Question

There is another kind of rotation possible in 1,3 -butadienethat about the \(\mathrm{C}(1)-\mathrm{C}(2)\) or \(\mathrm{C}(3)-\mathrm{C}(4)\) bonds. We might guess that the barrier to this rotation would be little different from that for rotation in a typical double bond but, as a former president of the United States once said, "that would be wrong." In 1,3-butadiene, it takes only \(52 \mathrm{kcal} / \mathrm{mol}(217 \mathrm{~kJ} / \mathrm{mol})\) to do this rotation, some \(14 \mathrm{kcal} / \mathrm{mol}(59 \mathrm{~kJ} / \mathrm{mol})\) less than the barrier of \(66 \mathrm{kcal} / \mathrm{mol}\) \((276 \mathrm{~kJ} / \mathrm{mol})\) for rotation in ethylene. Explain.

Short answer

The conjugation in 1,3-butadiene reduces the rotational barrier compared to ethylene, resulting in a lower energy requirement for rotation.

Step-by-step solution

Understand the Molecules

First, understand the compounds involved. 1,3-butadiene is a conjugated diene with double bonds between C(1)-C(2) and C(3)-C(4). Ethylene consists of a single double bond between two carbon atoms.

Compare Rotations

The energy barrier for rotation around the C(1)-C(2) or C(3)-C(4) bonds in 1,3-butadiene is given as 52 kcal/mol, whereas for plain C=C rotation in ethylene, it is 66 kcal/mol.

Role of Conjugation

Conjugation in 1,3-butadiene stabilizes intermediate structures during rotation, effectively lowering the barrier by delocalizing electrons across the pi-system, hence the lower rotational barrier.

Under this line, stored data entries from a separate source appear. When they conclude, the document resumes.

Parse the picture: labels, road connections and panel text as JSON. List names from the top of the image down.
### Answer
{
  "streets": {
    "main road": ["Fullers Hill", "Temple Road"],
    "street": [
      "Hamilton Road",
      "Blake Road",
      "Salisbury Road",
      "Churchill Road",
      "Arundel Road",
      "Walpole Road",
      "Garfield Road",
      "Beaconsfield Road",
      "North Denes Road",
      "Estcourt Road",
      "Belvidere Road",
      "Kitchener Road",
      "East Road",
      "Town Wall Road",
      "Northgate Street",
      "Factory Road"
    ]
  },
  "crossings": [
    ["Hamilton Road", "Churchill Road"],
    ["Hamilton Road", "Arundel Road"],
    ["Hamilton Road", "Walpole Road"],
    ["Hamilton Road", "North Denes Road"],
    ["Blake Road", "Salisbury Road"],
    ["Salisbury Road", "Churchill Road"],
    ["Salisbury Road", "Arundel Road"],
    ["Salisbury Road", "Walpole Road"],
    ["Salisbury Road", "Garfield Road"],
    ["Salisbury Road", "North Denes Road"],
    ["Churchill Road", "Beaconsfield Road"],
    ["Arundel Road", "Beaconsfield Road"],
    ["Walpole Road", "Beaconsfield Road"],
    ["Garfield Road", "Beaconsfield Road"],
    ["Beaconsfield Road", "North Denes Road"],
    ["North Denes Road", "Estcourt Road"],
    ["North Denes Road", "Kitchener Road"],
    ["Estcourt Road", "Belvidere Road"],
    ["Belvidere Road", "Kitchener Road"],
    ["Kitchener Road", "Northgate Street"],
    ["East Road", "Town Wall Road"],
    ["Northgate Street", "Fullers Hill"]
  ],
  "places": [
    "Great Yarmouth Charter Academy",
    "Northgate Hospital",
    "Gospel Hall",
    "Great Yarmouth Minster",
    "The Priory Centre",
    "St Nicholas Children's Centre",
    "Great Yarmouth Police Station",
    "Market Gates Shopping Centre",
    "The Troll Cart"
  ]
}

Elaborate on Energy Differences

The difference between the rotational barriers is 66 kcal/mol - 52 kcal/mol = 14 kcal/mol. This indicates stabilization due to conjugation in 1,3-butadiene that is not present in ethylene.

Key concepts

1,3-Butadiene

1,3-Butadiene is a conjugated diene, meaning it has two double bonds separated by a single bond. In this molecule, the double bonds are located between Carbon atoms 1 and 2 (C(1)=C(2)) and Carbon atoms 3 and 4 (C(3)=C(4)). This structure allows for the possibility of different kinds of rotations, such as the rotation around C(1)-C(2) or C(3)-C(4) bonds.

This type of rotation is particularly interesting because the energy barrier for this rotation is significantly lower than what one might expect from a simple double bond. In 1,3-butadiene, the rotation barrier is only 52 kcal/mol. This is a crucial point to understand because most simple double bonds have higher rotational barriers due to the need to break the pi-bond during rotation.

Ethylene

Ethylene is a much simpler molecule compared to 1,3-butadiene. It consists of just two carbon atoms connected by a single double bond (C=C). This simplicity makes ethylene a useful benchmark for comparing rotational barriers. In ethylene, the energy barrier for rotation about the double bond is 66 kcal/mol.

This high barrier is due to the need to break the pi-bond to allow rotation. In a double bond, the pi-bond locks the carbon atoms into a fixed position, preventing rotation. Breaking this bond requires significant energy, thus resulting in a higher rotational barrier compared to that of 1,3-butadiene.

Conjugation

Conjugation is a critical concept in understanding why 1,3-butadiene has a lower rotational barrier compared to ethylene. Conjugation occurs when alternating single and double bonds allow for the delocalization of pi-electrons across the molecule. This delocalization of electrons provides extra stability to the molecule.

In the case of 1,3-butadiene, conjugation stabilizes the intermediate structures formed during the rotation around C(1)-C(2) or C(3)-C(4) bonds. Because the electrons are spread out over a larger area, the molecule gains additional stability that a non-conjugated system like ethylene does not have. This extra stability translates into a lower energy requirement for rotation, hence the lower rotational barrier of 52 kcal/mol for 1,3-butadiene compared to 66 kcal/mol for ethylene.